*Task to carry out:* Return all lines in the material below that contain "Privada".

*Dataset extract:*
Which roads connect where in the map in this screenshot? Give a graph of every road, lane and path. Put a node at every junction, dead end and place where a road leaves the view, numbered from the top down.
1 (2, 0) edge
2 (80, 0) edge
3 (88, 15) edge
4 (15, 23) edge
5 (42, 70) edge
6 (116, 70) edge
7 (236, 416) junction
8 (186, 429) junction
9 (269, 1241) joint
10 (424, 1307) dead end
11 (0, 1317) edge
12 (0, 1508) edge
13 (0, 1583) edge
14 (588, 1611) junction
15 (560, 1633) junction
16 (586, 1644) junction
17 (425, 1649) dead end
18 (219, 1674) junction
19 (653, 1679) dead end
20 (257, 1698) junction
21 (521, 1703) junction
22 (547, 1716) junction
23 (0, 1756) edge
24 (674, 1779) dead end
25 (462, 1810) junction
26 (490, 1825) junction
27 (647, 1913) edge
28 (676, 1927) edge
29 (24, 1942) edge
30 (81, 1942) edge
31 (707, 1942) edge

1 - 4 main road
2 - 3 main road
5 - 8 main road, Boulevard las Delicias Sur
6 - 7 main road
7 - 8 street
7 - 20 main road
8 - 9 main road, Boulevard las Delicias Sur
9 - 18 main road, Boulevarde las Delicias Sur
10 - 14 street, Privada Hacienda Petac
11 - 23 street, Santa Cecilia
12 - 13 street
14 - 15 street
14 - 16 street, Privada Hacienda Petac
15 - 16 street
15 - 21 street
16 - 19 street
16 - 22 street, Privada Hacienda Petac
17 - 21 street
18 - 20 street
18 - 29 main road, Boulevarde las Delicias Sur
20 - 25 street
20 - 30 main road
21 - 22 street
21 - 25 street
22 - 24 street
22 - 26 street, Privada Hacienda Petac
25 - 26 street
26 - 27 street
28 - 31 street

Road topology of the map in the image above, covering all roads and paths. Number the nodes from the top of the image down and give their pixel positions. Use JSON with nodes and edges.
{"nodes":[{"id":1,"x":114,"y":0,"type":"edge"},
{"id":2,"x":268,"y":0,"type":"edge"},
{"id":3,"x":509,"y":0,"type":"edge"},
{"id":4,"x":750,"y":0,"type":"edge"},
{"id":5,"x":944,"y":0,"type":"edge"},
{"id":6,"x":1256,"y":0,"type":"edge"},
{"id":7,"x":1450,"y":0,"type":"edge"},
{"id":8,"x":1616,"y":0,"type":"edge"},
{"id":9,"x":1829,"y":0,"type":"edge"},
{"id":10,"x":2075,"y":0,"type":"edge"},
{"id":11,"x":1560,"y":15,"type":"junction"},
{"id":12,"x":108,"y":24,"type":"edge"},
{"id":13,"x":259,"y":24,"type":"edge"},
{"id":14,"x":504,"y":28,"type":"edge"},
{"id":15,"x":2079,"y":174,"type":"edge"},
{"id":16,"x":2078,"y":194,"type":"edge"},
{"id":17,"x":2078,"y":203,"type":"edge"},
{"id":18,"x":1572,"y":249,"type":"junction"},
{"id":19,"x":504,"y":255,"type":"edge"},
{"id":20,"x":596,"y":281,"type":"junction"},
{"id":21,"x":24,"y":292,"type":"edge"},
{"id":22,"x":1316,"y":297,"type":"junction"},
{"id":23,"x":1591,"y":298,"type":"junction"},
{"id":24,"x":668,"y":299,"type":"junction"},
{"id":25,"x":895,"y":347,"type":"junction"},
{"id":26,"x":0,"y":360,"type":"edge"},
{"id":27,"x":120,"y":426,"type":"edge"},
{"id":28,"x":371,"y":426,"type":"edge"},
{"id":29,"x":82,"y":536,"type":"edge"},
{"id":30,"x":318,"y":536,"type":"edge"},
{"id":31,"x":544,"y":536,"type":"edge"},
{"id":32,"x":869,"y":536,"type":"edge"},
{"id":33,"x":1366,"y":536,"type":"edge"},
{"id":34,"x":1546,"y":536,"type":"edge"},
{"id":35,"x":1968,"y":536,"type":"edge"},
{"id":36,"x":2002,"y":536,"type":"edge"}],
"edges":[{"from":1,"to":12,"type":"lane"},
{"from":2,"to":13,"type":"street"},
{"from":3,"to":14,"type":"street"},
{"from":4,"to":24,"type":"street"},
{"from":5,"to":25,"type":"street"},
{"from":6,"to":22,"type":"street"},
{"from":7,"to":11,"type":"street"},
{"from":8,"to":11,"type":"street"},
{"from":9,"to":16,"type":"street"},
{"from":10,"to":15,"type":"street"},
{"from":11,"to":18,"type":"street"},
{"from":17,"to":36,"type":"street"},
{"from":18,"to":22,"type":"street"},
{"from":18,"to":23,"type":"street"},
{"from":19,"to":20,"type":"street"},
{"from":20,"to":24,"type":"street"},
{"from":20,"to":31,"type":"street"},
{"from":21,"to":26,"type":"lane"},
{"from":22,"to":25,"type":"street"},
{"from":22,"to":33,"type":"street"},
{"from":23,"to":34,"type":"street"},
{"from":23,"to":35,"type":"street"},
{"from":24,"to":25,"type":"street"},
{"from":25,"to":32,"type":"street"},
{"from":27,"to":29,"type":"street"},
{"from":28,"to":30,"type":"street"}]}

*Result:*
10 - 14 street, Privada Hacienda Petac
14 - 16 street, Privada Hacienda Petac
16 - 22 street, Privada Hacienda Petac
22 - 26 street, Privada Hacienda Petac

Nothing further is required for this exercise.